Sunday, March 30, 2014

Graham Greene's Quiet American

I cruised through the first half of the novel, and then set it aside for a couple of weeks.  As I read the second half, I found it somewhat challenging to reconstruct what had happened earlier.  In some ways, I think my experience gets at a fundamental element of the novel:  there is Fowler's life with Phuong and without Pyle, and then there is his life with Pyle.  They are very different lives.

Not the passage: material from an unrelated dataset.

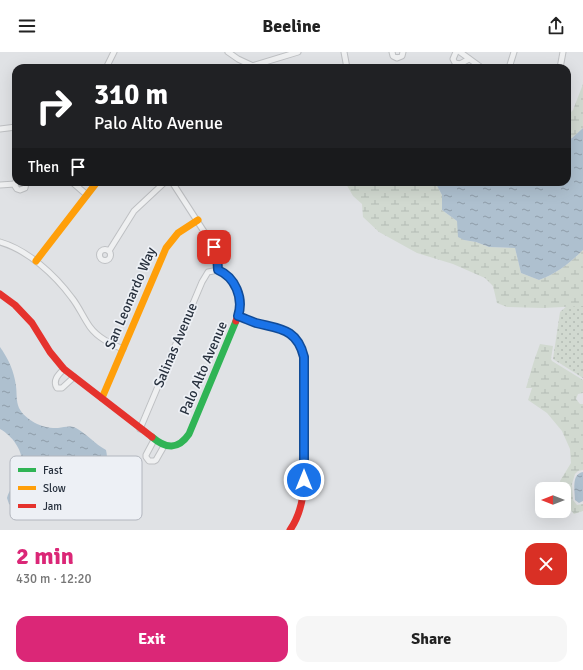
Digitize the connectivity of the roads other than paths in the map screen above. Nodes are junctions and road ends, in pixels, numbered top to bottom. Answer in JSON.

To put it bluntly, Pyle is a painfully obnoxious character.  Greene does a brilliant job of showing Pyle's earnestness and righteousness as offensive qualities.  Pyle is a New England Puritan who believes that Phuong should be treated a particular way.  That's to say that Pyle wants to Americanize her, and thereby raise her out of what he sees as her benighted state.  He thinks the Vietnamese are childlike, and his condescension is palpable.  But unlike other versions of American superiority in the novel, Pyle's is complicated by his apparent innocence.  What comes out clearly is that those who are innocent, righteous, and earnest are more dangerous than those who explicitly claim and try to impose their superiority.

Greene does an excellent job of making explicit the formula for imperialism:  the desires or deaths of indigenous people matter much less than the abstract good the colonizers think they bring.  To put it differently, Pyle and his kind think that losing a couple thousand Vietnamese as "collateral damage" is a cost worth taking if it leads to a Vietnamese society arranged on an American plan.  In The Quiet American, the names of the colonizers appear to be changing, but regardless of the names, the Vietnamese are still the colonized.

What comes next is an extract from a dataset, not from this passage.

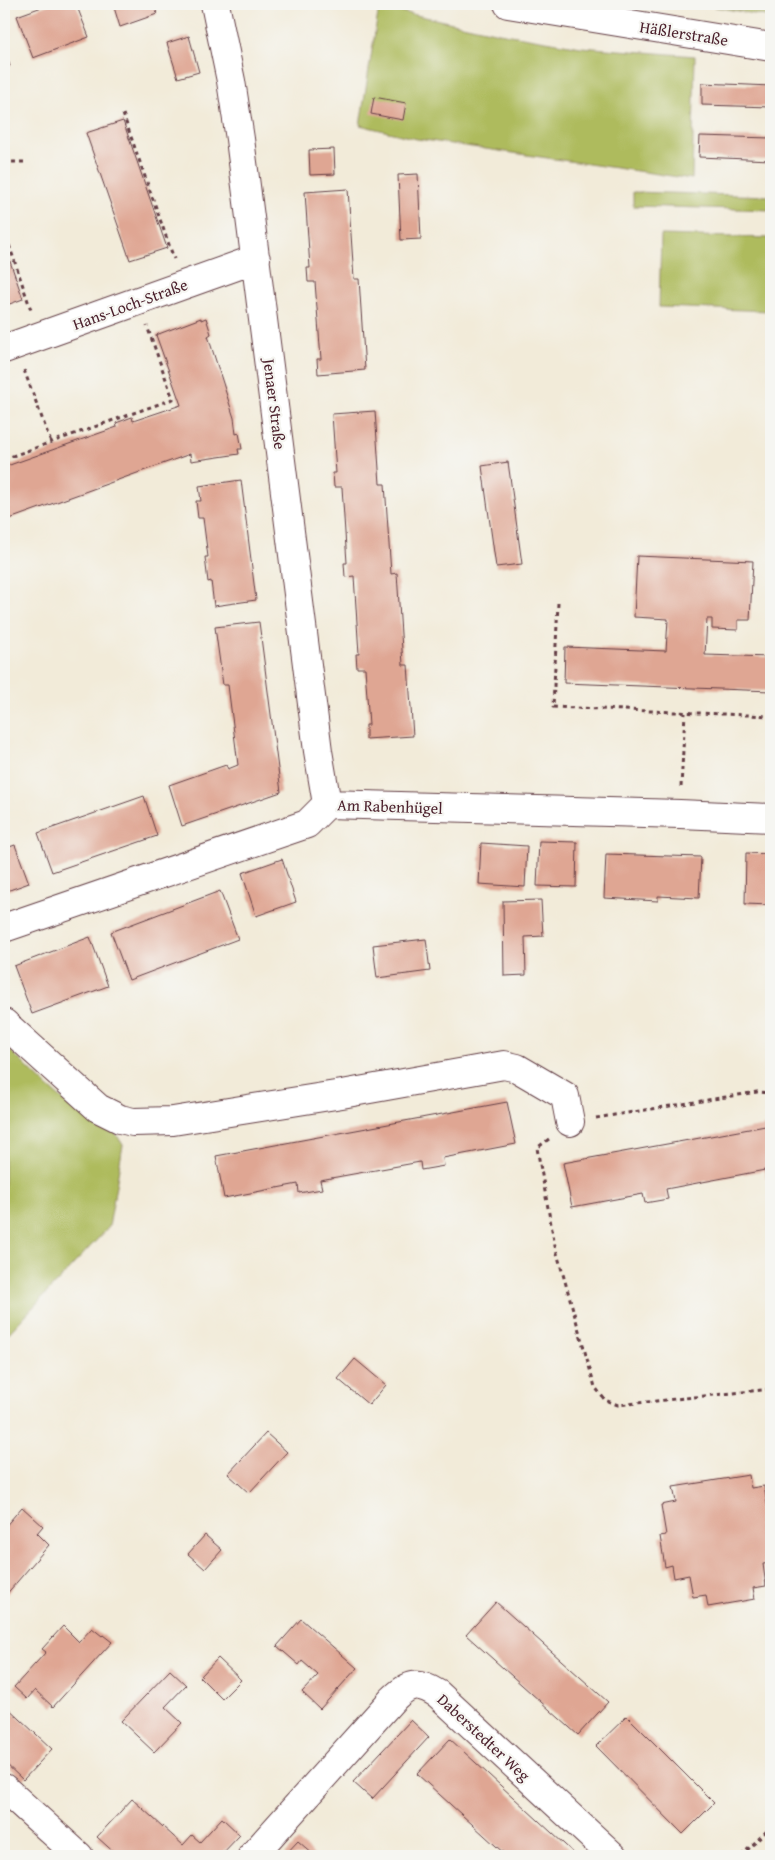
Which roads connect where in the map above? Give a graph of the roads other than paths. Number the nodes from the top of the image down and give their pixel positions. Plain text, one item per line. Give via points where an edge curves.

I think Greene does an excellent job of showing, in Pyle, the ability to compartmentalize one's experiences and beliefs.  Pyle imagines Phuong as the mother of his children, and earnestly desires her as a companion.  He lectures Fowler on appropriate relations between men and women.  And yet, Pyle has no compunction about being part of a plan that kills women and children.  These two things take up different parts of his brain, and he keeps them separate.  I think the novel shows that this kind of mental and emotional distinction is possible if one sees people as abstractions.  The Vietnamese are an abstraction, and Pyle does not care about them, only about the desired political outcome.  Phuong is a real person, and he sees her differently--but in the end, he sees her as an object to be raised up into a state of American "civilization."